SUNDAY OPINION: "Has a 'Katrina Moment' Arrived? Obama still lags behind America's populist rage," by Frank Rich, New York Times, 22 March 2009.
Sean and I knew we would have a transition on the readership to go along with Obama's transition. A lot of readers/commentators only knew me through a GOP White House, and we knew a good chunk wouldn't be able to stay around for a Dem one--it just wouldn't work.
So we made a conscious decision to process them as they signaled their discomfort. In the end, the numbers were far smaller than we expected (there is always some come-and-go on the site and especially with a new book), and we were sad to see some go, but the needs of the site rule.
Unfortunately, we can't do the same time with the opinion pages of the NYT, WSJ, WAPO, etc. Some columns were okay when it was Bush, but then they just seem out of touch with Obama, like the line-ups desperately need to change.

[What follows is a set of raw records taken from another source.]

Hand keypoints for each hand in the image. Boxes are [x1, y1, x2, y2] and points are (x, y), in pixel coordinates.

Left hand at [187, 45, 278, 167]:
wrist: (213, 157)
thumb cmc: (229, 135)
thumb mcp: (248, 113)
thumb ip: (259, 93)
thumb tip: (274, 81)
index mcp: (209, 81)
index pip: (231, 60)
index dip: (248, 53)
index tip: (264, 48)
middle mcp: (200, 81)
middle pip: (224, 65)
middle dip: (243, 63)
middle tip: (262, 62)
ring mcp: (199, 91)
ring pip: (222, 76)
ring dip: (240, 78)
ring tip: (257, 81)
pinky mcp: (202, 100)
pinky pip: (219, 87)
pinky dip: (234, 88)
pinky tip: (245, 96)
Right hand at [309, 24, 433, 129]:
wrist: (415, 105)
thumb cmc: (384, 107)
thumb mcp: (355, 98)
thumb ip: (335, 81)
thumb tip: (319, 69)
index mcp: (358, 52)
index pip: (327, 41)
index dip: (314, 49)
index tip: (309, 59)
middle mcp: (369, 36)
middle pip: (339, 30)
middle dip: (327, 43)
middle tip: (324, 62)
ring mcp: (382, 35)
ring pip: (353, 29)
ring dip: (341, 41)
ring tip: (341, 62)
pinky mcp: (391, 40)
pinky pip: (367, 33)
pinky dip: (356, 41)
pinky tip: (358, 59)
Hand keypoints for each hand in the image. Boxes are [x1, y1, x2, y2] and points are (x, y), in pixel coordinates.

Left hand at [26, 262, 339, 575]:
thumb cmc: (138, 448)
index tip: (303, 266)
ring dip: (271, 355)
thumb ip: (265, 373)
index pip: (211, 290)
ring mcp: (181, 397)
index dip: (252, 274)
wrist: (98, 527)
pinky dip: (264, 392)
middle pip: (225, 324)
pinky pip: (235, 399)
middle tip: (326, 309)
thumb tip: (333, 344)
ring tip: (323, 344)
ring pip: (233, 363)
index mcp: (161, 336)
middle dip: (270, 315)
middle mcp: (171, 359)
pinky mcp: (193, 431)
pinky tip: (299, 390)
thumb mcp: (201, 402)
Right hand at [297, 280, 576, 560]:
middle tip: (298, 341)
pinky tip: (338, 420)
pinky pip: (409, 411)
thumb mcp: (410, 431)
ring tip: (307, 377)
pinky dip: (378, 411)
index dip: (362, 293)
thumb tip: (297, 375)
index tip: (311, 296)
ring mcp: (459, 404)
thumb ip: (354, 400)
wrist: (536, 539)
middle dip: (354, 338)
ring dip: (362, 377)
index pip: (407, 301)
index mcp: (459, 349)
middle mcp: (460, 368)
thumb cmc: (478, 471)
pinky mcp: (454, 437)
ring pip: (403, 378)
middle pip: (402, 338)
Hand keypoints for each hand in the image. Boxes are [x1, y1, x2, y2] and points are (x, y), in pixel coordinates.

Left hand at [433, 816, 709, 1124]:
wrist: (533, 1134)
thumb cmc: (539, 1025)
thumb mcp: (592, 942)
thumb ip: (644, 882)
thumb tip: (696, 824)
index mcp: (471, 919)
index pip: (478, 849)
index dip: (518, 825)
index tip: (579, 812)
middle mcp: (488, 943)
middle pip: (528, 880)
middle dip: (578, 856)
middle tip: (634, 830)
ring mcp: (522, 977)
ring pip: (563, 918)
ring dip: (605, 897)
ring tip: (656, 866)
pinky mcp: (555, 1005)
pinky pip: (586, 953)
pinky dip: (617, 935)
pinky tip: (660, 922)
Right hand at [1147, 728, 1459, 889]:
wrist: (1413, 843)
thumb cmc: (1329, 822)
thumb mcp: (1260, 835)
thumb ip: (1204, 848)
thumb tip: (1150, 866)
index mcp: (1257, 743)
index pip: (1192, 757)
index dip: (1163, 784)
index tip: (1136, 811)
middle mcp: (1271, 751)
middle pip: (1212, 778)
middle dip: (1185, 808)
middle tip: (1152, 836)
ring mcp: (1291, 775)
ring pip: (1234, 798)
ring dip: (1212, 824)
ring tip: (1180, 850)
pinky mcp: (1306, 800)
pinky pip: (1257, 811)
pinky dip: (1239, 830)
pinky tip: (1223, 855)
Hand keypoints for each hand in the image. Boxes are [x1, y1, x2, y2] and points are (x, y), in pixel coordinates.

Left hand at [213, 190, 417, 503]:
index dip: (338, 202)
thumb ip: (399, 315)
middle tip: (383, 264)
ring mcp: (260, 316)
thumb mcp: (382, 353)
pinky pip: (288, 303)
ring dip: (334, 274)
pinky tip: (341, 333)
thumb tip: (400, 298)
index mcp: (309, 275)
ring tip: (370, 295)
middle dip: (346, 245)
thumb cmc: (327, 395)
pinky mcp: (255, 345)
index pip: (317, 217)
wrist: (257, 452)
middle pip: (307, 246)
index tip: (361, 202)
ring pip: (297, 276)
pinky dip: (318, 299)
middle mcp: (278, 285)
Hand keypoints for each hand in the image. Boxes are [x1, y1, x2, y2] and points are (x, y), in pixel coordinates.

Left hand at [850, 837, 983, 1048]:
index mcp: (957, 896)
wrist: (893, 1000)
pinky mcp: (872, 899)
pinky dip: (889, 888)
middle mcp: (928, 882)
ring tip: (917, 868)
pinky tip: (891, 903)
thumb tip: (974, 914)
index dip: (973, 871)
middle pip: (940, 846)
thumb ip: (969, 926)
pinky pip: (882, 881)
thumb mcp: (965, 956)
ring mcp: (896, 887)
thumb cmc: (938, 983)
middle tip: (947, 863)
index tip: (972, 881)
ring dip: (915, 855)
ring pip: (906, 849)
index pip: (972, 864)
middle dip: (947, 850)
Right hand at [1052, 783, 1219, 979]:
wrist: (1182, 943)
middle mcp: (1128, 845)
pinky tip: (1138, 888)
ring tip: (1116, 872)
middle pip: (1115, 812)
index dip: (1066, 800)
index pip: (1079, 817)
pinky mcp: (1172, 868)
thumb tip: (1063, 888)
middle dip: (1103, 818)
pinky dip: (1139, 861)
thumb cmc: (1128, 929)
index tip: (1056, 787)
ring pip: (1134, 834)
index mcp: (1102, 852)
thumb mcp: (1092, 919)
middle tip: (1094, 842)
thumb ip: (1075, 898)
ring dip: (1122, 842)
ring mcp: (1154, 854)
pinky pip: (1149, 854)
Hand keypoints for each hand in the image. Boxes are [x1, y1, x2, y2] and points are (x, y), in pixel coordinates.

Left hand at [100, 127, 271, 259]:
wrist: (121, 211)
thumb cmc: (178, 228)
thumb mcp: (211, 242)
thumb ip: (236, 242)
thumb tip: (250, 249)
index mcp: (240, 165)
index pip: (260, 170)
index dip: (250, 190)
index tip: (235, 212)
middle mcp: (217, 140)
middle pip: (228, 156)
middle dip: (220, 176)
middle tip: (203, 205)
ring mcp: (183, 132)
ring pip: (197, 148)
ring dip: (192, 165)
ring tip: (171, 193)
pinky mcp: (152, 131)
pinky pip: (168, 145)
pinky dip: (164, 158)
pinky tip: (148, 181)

Frank Rich, to me, is a prime example of this. Interesting enough at first with Bush, but now you just realize he's like that with everyone all the time, and it gets boring ("Really, we've already reached the 'Katrina' moment X weeks in?").
I don't mind criticism of Obama. I just think the major papers should actively rejigger with a changed political landscape, because the lag is noticeable and bad.
Point is, the conversation always changes, and you want the right mix, whether it's your paper or the blog. Some churn is always healthy and needed, as is some consistency, but some people really lose their utility and you have to judge that without emotion and move them along.